Date: Wed, 14 Nov 2007 15:24:11 +0100
From: Andi Kleen <andi@firstfloor.org>
To: Stephane Eranian <eranian@hpl.hp.com>
Cc: Andi Kleen <andi@firstfloor.org>, akpm@osdl.org,
       Robert Richter <robert.richter@amd.com>, gregkh@suse.de,
       linux-kernel@vger.kernel.org, William Cohen <wcohen@redhat.com>
Subject: Re: [perfmon] Re: [perfmon2] perfmon2 merge news
Message-ID: <20071114142411.GD17145@one.firstfloor.org>
References: <4739EE13.2090006@redhat.com> <20071113211345.GB5747@frankl.hpl.hp.com> <20071113212902.GA17593@one.firstfloor.org> <20071113214628.GE5747@frankl.hpl.hp.com> <20071113215056.GB17593@one.firstfloor.org> <20071113222234.GH5747@frankl.hpl.hp.com> <20071113222534.GC17145@one.firstfloor.org> <20071113225848.GK5747@frankl.hpl.hp.com> <20071114020702.GB20365@one.firstfloor.org> <20071114130909.GB6557@frankl.hpl.hp.com>
Mime-Version: 1.0
Content-Type: text/plain; charset=us-ascii
Content-Disposition: inline
In-Reply-To: <20071114130909.GB6557@frankl.hpl.hp.com>
User-Agent: Mutt/1.4.2.1i
Sender: linux-kernel-owner@vger.kernel.org
Content-Length: 8113
Lines: 181

On Wed, Nov 14, 2007 at 05:09:09AM -0800, Stephane Eranian wrote:
> 
> Partially true. The file descriptor becomes really useful when you sample.
> You leverage the file descriptor to receive notifications of counter overflows
> and full sampling buffer. You extract notification messages via read() and you can
> use SIGIO, select/poll.

Hmm, ok for the event notification we would need a nice interface. Still
have my doubts a file descriptor is the best way to do this though.

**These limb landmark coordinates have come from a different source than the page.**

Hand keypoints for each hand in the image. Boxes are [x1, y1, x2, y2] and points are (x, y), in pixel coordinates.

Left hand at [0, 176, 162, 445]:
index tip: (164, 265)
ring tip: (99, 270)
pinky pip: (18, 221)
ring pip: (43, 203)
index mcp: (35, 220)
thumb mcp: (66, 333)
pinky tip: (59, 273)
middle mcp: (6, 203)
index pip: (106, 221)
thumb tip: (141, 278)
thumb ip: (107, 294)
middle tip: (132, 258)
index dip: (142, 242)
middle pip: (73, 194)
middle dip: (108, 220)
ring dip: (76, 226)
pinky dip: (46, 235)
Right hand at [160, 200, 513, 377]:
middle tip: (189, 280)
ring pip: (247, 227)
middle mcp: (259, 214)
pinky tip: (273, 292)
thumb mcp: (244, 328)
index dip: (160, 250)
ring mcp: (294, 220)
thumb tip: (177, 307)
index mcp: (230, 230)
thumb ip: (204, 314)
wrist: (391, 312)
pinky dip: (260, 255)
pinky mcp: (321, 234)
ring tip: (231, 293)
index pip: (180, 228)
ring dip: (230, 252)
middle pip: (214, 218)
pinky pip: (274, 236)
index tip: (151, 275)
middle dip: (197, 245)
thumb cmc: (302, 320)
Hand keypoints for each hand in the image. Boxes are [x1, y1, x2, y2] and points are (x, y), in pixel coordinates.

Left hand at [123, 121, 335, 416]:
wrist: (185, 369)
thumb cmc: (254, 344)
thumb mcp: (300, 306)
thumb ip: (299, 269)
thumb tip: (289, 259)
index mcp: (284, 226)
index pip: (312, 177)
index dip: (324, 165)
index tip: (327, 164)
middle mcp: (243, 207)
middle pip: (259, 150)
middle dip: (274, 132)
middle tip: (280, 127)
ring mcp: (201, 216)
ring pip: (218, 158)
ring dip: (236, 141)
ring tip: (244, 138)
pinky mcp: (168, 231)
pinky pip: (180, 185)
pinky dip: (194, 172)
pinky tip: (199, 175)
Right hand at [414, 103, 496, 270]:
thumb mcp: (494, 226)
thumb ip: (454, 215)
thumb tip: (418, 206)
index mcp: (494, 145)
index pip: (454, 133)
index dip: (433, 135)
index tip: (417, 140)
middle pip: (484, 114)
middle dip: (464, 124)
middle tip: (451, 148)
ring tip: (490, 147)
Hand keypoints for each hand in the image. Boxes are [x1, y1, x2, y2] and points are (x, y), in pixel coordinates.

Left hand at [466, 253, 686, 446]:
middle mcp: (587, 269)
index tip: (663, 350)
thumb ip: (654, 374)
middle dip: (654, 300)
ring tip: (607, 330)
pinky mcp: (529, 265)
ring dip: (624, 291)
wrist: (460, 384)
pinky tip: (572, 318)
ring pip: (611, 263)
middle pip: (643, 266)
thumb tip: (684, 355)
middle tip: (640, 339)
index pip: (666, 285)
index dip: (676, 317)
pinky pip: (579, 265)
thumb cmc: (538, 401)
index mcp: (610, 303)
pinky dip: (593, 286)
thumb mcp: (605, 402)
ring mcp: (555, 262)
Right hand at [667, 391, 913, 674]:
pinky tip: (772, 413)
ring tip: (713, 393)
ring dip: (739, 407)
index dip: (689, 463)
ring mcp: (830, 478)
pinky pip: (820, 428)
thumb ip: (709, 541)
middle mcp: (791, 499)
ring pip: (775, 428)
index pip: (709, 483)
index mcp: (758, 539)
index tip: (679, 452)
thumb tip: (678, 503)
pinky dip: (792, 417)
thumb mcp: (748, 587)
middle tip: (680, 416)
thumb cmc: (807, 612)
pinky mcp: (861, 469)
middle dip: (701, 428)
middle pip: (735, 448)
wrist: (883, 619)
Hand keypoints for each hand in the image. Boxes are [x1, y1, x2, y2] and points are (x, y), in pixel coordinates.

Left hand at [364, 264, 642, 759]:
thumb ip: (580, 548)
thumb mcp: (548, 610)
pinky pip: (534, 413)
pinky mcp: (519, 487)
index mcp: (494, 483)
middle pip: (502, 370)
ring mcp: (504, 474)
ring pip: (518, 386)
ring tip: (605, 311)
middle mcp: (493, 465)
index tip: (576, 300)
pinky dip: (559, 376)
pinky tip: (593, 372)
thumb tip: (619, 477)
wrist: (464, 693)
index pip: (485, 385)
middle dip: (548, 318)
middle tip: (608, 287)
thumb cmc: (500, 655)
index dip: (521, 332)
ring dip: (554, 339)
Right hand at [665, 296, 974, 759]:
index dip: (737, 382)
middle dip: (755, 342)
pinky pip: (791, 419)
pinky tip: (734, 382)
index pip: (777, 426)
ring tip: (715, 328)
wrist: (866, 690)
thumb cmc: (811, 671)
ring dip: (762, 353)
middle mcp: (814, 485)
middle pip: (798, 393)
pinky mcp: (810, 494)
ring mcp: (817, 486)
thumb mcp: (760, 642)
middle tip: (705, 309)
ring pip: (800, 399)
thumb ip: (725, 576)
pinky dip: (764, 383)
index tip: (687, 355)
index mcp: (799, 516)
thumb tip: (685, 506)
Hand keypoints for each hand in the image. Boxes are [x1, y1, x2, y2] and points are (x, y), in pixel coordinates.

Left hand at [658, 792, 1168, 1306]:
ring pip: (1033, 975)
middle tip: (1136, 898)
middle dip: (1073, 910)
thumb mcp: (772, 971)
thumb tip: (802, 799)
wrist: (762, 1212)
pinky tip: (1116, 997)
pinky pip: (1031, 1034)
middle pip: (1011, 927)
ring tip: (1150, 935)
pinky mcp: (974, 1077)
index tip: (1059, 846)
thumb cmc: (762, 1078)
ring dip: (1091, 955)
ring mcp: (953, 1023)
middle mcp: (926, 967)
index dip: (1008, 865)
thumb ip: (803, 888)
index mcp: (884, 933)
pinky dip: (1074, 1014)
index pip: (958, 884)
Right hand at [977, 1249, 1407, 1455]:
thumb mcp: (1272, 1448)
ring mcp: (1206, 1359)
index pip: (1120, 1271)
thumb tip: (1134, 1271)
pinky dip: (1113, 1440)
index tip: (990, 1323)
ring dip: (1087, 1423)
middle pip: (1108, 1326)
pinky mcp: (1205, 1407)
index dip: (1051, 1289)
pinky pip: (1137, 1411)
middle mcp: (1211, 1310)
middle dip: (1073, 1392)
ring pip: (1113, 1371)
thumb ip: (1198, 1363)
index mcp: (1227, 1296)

> Are you suggesting something like: pfm_write_pmcs(fd, 0, 0x1234)?

See my example below.
> 
> That would be quite expensive when you have lots of registers to setup: one
> syscall per register. The perfmon syscalls to read/write registers accept vector
> of arguments to amortize the cost of the syscall over multiple registers
> (similar to poll(2)).


First system calls are not that slow on Linux. Measure it.


> 
> With many tools, registers are not just setup once. During certain measurements,
> data registers may be read multiple times. When you sample or multiplex at

I think you optimize the wrong thing here.

There are basically two cases I see:

-  Global measurement of lots of things:
Things are slow anyways with large context switch overheads. The 
overheads are large anyways. Doing one or more system calls probably
does not matter much. Most important is a clean interface.

- Exact measurement of the current process. For that you need very
low latencies. Any system call is too slow. That is why CPUs have
instructions like RDPMC that allow to read those registers with
minimal latency in user space. Interface should support those.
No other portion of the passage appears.